Time to talk features - EasyLFS 0.4 is coming real soon
Well, EasyLFS 0.4 seems to be mostly done. The SELinux-policy, the last big monster that has delayed finalizing this "master-piece of free software development" has been finished. On the way there also a few bugs have been fixed and some other things here and there were adjusted a bit.
Therefor I think that now it really is time to talk features, so that you all know why everybody should use EasyLFS. ;-)
First of all the most obvious changes, apart from the version-number: There are two version of EasyLFS now, one 32-bit-version and the all new 64-bit-version. They both have the same scripts and packages, just that they are for different architectures. Of course the 32-bit-version will also run on a 64-bit-machine, but since these are becoming more common I think it is the right thing to do to offer a 64-bit-version in order to utilize these machines properly.
The second obvious change is the size of the CD-images. As I have posted before I could shrink them considerably.
Just have a look at this quick comparison:
- EasyLFS-0.3: 455MB
- EasyLFS64-0.3.13-0.4-RC1: 360MB
The image now is nearly 100MB smaller than the image of the previous version, although it brings quite some new packages; as far as I rememeber around 40MB.
Among these new packages are many programs and libraries that focus on communication, like BlueZ, the bluetooth-stack, the Wireless-tools and WPA-supplicant, and also pppd and rp-pppoe are there. Also the long planned support for DHCP is finally there and working.
All packages have been updated, where updates were available, and some even have been replaced, like Util-Linux, which has been replaced by Util-Linux-Ng.
PAM is part of the system now and not optional anymore, this is because the login-program of Util-Linux-Ng, which is used in favor over the one provided by Shadow, needs it to allow shadows passwords.

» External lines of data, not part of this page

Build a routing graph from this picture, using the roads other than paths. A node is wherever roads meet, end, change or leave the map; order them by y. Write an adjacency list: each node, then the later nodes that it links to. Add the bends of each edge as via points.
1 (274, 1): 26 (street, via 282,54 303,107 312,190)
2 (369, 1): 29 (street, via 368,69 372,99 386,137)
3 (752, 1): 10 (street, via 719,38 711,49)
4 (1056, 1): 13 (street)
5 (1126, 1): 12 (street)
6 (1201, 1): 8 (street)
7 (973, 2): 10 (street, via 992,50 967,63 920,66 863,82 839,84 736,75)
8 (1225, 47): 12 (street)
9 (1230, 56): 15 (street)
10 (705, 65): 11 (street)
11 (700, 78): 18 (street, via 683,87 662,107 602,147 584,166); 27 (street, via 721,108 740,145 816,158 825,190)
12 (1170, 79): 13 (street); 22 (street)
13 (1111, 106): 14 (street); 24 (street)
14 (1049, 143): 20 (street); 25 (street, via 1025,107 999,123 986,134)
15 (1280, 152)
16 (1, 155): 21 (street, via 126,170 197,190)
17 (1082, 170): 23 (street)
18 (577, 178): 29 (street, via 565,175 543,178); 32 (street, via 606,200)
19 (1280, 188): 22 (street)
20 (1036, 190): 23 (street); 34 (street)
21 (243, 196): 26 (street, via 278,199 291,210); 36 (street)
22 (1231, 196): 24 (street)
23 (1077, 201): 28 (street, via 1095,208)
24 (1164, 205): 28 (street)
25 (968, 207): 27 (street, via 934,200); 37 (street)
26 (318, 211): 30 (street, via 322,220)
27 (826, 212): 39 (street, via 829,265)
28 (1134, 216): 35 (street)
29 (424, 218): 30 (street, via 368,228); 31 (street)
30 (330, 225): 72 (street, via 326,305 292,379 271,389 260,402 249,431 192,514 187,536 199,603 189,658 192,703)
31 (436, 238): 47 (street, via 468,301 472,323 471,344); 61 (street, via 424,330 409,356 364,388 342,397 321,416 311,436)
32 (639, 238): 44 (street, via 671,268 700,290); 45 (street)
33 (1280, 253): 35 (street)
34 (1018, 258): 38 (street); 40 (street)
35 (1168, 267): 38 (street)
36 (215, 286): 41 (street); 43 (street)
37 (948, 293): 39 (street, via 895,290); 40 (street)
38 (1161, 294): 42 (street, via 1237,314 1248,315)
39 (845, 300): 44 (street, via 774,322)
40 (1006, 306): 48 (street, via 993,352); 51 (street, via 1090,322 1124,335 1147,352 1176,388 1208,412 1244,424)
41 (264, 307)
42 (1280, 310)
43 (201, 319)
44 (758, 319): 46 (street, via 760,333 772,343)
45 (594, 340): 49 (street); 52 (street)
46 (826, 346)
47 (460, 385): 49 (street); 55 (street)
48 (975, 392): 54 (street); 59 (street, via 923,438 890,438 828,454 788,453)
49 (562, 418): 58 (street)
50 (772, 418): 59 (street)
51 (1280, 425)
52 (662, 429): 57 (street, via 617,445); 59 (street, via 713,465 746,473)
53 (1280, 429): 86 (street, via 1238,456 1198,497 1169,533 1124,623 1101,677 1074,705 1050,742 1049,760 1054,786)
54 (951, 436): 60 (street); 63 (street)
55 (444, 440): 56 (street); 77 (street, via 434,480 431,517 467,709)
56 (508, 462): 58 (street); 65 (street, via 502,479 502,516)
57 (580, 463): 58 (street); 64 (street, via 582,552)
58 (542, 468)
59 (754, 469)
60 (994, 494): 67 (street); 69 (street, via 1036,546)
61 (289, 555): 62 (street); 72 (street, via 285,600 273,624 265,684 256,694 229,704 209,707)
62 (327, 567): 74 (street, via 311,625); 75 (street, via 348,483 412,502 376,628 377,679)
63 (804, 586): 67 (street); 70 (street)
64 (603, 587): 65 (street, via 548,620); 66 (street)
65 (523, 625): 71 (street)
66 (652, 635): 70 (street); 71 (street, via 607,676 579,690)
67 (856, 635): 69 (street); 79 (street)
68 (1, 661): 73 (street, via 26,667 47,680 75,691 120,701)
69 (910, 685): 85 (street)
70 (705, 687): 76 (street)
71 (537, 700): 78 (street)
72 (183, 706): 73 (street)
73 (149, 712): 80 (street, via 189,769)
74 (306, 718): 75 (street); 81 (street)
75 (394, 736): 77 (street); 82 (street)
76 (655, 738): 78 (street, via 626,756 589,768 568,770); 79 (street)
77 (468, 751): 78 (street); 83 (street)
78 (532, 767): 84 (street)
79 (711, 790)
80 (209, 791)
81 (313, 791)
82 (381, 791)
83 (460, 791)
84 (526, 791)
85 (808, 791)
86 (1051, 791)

The most notable updates probably would be the switch to GCC 4.2.2, which implements OpenMP, an extension that is supposed to make SMP-programming easier, and the upgrade to GLibC 2.7. But also other upgrades, like the new NTFSProgs 2.0.0, which finally offer full write-support for NTFS-partitions, are worth mentioning.
Some of the big new features are possible through the use of an InitRamFs, which is the successor of an InitRD (Initial RamDisk). With this it now is possible to install EasyLFS to LVM, RAID and an encrypted partition.
Also, as long as your not using an encrypted partition, it is possible for the root-device to "travel". The Init-Script of the InitRamFs will detect the root-partition by it's label (elfsroot) and mount it. This is especially useful for installations on mobile devices like USB-disks, that not always get the same device-name.
SELinux-support should be better than ever too. The policy has gotten quite some attention this time and it should be fully usable. Also there is a strict-policy available for developers. Unlike the default targeted-policy this one will not be running in enforcing-mode. EasyLFS would boot, but you wouldn't be able to login.
I think EasyLFS 0.4 is a good and big step in the right direction. With it's new features it might now be more attractive than ever before and I'm really interested in what kind of response I will get.
With the release of this great new version I plan to submit the EasyLFS project-site to DistroWatch, hoping to get listed there.
I don't know what will follow this release. I plan to write a few documents about EasyLFS and then I think I'll start thinking about the next step, which probably will be EasyLFS 0.5.
I think so far that's it about the new version. All the new features seem to work quite nicely and I hope that this time no big bugs could sneak by unseen.
The last tests are running and, if everything works as it's supposed to work, I plan to create the final images this weekend.